Pelo menos 38 pessoas no sul e sudeste
do Estado amanhecem o dia com a real sensação que pode ser o último. São
pessoas marcadas para morrer, de acordo com a lista de ameaçados de
morte feita pela Comissão Pastoral da Terra (CPT) a partir de
levantamentos realizados nos municípios paraenses. São lideranças
sindicais ou trabalhadores rurais que vivem sob ameaça constante e que
passaram a ter mais receio em relação à própria vida depois do
assassinato em 2011 do casal de extrativistas José Cláudio Ribeiro da
Silva e Maria do Espírito Santo da Silva, em Nova Ipixuna. Finalizado em
agosto de 2012, o levantamento da CPT é o mais recente a respeito de
ameaças de morte em consequência da luta pela posse da terra e mostra
que a violência no campo ainda é palavra de ordem no lado de baixo do
mapa do Pará.
O assassinato de José Cláudio Ribeiro da
Silva e Maria do Espírito Santo da Silva é o capítulo mais recente do
histórico de violência agrária no Pará. Nos próximos dias 3 e 4 de
abril, José Rodrigues, Lindonjonson Silva e Alberto Lopes irão a júri
popular, em Marabá, por serem acusados de ter envolvimento direto na
morte dos extrativistas.
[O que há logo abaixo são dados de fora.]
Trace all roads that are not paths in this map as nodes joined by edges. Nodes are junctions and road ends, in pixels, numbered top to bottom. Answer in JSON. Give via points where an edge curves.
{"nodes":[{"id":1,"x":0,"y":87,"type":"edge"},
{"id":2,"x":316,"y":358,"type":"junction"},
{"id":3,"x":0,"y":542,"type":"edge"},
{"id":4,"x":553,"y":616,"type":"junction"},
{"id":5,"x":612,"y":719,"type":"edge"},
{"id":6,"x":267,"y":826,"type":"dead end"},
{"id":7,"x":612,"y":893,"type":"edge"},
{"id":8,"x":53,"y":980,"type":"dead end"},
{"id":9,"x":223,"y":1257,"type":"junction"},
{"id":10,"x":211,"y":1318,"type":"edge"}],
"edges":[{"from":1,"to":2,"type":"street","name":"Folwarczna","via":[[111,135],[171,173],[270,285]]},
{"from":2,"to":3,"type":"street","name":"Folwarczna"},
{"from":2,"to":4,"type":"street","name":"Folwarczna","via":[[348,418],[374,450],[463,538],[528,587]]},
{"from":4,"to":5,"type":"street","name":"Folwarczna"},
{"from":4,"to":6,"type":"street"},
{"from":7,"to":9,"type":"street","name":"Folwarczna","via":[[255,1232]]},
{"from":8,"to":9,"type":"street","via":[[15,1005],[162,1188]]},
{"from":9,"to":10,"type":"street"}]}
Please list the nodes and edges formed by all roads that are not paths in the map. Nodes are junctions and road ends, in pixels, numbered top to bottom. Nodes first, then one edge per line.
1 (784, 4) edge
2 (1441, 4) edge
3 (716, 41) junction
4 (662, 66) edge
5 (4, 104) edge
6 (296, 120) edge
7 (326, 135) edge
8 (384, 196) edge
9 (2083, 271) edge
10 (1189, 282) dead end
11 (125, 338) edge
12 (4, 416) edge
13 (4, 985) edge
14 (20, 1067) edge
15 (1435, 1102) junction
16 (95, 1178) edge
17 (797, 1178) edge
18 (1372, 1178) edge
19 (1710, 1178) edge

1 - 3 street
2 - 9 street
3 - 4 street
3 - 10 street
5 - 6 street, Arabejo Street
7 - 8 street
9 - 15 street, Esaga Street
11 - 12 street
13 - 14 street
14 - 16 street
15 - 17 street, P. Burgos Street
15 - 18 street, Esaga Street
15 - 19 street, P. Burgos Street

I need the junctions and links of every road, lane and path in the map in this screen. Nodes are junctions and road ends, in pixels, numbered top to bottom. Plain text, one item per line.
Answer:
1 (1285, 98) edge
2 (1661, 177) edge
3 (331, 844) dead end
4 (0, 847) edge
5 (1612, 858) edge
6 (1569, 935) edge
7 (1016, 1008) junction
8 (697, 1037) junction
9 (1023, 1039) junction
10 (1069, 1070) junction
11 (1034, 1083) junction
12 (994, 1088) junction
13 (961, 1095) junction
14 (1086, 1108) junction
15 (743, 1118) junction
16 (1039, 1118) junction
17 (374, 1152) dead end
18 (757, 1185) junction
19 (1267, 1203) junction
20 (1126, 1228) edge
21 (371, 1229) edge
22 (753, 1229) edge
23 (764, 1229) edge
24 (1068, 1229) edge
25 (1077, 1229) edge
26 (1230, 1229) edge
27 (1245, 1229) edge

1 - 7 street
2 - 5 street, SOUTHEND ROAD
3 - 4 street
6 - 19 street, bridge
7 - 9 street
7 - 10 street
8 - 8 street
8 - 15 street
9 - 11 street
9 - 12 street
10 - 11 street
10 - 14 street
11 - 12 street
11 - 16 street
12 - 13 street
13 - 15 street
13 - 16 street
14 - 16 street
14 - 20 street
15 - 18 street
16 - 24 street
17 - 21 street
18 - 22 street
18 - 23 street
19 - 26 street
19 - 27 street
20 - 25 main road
Rodrigues é acusado de ser o mandante do crime,
já Lindonjonson e Alberto são apontados como os executores do
assassinato. É mais um caso de morte anunciada no campo, já que pelo
menos dez anos antes de serem emboscados José e Maria denunciavam
extração ilegal de madeira em Nova Ipixuna e se diziam ameaçados de
morte.
"Diversos trabalhadores rurais e
lideranças ameaçadas de morte fazem parte dos acampamentos de famílias
sem-terras que reivindicam terras públicas ilegalmente ocupadas por
fazendeiros e madeireiros. No sul e sudeste do Pará, são milhões de
hectares de terras criminosamente grilados ou ocupados ilegalmente por
latifundiários. As respostas que os trabalhadores rurais e suas
lideranças têm recebido quando pressionam a liberação dessas áreas para a
reforma agrária tem sido as ameaças e mortes por parte dos grileiros e
ocupantes ilegais", diz o advogado José Batista Afonso, da Comissão
Pastoral da Terra.
Não é uma situação isolada. O número de
ativistas ameaçados no país aumentou de 125 para 347 entre 2010 e 2011,
segundo o relatório Conflitos no Campo Brasil. Somente em um ano, o
número de ativistas ameaçados no país aumentou 177,6%. A CPT diz que a
situação é particularmente grave no Estado do Pará. Segundo o Relatório
de Investigação 2005 da Federação Internacional de Direitos Humanos
(FIDH), o Estado representa 40% da superfície total desmatada no Brasil,
e tem as taxas mais altas do país, tanto de escravidão como de ameaças a
defensores dos direitos humanos. Doze dos 29 assassinatos de ativistas
rurais brasileiros em 2011 ocorreram em solo paraense, garante a CPT.
ISOLADOS
De acordo com os Cadernos de Conflitos
no Campo, nos últimos 10 anos 692 pessoas foram ameaçadas de morte no
Estado do Pará. A maioria dessas ameaças no sul e sudeste do Estado.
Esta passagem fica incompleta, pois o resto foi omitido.